La forma en que respondan es menos importante que el hecho de que se les haya invitado a responder y a comunicarte la decisión que han tomado. También es útil recordarles que el método de respuesta no es lo que los salva, sino que es solo su fe en Cristo lo que lo hace.
El Poder del Llamado
En Lucas 5:32, Jesús dice: «No he venido a llamar a justos, sino a pecadores para que se arrepientan». Hay dos puntos clave que Jesús menciona en este versículo, y creo que a menudo pasamos por alto el segundo.
- Jesús vino por los pecadores, no por los justos. Vino a salvar a quienes necesitan ser salvados.
- Jesús vino a llamar a los pecadores para que se arrepientan. En otras palabras, Jesús vino a llamar (o a impulsar) a los pecadores al arrepentimiento (a cambiar de opinión). Es sutil, pero está ahí.

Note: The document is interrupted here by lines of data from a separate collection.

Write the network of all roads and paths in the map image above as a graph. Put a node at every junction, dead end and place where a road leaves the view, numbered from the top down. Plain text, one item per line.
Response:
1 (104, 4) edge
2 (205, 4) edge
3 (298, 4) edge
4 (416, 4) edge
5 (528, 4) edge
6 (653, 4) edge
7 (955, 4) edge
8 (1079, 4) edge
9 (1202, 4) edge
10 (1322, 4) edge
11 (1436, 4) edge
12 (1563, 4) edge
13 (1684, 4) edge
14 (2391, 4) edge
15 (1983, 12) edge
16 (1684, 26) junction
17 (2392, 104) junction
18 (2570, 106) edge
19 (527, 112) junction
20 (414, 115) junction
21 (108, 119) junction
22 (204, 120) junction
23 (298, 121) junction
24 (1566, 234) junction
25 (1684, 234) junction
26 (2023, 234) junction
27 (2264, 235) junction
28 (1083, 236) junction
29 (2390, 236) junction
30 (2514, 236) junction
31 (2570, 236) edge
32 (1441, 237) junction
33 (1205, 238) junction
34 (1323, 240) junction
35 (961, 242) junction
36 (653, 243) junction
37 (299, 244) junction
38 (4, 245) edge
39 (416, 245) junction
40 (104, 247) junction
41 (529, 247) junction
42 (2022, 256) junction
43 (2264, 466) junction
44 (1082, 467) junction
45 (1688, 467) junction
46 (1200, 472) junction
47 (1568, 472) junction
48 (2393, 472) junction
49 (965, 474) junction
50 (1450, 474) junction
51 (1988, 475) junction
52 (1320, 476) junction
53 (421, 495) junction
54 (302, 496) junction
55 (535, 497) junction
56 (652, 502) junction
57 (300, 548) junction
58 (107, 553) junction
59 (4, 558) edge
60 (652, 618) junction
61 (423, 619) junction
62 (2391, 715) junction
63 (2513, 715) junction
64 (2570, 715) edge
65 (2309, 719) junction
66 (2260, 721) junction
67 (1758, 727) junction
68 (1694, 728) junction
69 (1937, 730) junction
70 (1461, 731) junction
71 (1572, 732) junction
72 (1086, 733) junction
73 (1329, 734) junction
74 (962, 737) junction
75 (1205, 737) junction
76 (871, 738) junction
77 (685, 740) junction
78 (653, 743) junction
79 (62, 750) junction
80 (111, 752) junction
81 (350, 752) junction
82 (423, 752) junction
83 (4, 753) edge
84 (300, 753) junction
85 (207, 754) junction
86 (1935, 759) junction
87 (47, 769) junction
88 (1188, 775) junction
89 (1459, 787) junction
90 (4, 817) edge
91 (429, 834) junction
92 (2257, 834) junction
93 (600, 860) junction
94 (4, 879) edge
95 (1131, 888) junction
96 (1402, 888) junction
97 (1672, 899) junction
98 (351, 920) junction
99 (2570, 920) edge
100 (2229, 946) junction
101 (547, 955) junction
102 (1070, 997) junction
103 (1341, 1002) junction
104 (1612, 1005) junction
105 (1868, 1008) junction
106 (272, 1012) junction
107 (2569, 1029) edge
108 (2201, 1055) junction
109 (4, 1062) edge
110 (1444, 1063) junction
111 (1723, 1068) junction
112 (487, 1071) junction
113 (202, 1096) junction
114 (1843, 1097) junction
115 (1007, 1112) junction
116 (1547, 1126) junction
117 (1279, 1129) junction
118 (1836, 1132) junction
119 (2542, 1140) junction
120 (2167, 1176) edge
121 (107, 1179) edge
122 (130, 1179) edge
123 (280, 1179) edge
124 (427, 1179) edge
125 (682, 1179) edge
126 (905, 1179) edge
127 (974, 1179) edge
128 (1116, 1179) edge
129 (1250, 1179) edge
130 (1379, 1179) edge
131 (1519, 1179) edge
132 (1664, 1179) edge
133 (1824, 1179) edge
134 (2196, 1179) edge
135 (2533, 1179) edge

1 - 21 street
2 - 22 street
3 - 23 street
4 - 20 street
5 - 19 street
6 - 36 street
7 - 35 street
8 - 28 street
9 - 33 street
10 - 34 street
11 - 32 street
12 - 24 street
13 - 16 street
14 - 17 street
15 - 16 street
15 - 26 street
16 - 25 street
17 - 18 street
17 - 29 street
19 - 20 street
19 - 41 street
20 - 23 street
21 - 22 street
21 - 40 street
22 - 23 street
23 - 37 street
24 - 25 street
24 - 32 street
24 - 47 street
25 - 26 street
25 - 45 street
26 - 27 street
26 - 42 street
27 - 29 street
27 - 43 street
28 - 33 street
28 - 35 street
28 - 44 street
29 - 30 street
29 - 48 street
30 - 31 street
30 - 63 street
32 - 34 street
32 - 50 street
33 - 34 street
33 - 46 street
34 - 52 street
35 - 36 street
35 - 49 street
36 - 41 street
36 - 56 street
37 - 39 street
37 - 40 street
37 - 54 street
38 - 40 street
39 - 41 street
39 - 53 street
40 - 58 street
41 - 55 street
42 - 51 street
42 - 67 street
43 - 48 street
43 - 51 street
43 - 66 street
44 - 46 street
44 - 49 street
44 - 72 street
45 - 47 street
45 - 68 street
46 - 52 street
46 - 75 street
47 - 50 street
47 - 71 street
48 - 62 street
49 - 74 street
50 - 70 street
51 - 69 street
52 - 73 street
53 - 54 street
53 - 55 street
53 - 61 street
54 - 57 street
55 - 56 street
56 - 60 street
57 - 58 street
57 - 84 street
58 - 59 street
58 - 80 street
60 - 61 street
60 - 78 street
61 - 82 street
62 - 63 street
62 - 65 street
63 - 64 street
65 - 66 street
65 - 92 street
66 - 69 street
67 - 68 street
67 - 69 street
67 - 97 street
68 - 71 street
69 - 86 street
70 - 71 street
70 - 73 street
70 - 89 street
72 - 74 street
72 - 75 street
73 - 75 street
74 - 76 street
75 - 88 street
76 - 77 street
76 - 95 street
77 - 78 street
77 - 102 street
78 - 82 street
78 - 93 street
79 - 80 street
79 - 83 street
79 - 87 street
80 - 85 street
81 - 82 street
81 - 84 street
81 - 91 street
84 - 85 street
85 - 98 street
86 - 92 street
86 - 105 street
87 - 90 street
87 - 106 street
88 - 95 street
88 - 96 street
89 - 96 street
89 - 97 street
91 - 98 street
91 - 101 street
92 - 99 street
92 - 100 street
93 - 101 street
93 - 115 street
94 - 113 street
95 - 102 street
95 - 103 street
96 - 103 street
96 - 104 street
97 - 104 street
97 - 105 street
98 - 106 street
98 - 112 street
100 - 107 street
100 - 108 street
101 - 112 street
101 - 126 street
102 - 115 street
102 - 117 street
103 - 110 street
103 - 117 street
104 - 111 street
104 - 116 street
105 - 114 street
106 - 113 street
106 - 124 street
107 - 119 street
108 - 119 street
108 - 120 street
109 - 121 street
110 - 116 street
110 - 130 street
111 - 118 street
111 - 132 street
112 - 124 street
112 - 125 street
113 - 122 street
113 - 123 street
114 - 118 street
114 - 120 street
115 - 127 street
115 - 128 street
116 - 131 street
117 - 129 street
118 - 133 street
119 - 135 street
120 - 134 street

Jesús vino a predicar las buenas nuevas del Reino de Dios y a llamar a los pecadores al arrepentimiento. Debemos hacer lo que hizo Jesús.
Debemos predicar el Evangelio, regularmente, cada semana.
Y, cada vez que compartimos el Evangelio, debemos invitar a los estudiantes a cambiar de opinión y creer en el Señor Jesucristo. También debemos enseñar a nuestros estudiantes a extender esa misma invitación cada vez que compartan el Evangelio personalmente.
Comprométete con la invitación
Entonces, ¿por qué tú (y tus estudiantes) nunca deberían saltarse la invitación? Porque podría ser el momento que Dios use para sacar a un pecador de la oscuridad y llevarlo a Su luz maravillosa. Y porque Jesús también llamó a las personas a ese momento de decisión.
¡Inténtalo! Comprométete a compartir el Evangelio y a ofrecer a los estudiantes la oportunidad de responder. Recuerda, es difícil responder a una llamada que nunca llega.
Idea Adicional: Celebra cuando los estudiantes depositan su fe y confianza en Jesucristo. Solíamos usar globos blancos de helio y exhibirlos en el escenario la semana siguiente como una forma de celebrar las decisiones que tomaron los estudiantes. Luego, conseguíamos globos azules (además de pastel y helado) para celebrar cuando un estudiante se bautizaba. Sin falta, los estudiantes venían a pedir «sus globos» después de que terminaba la reunión del grupo juvenil.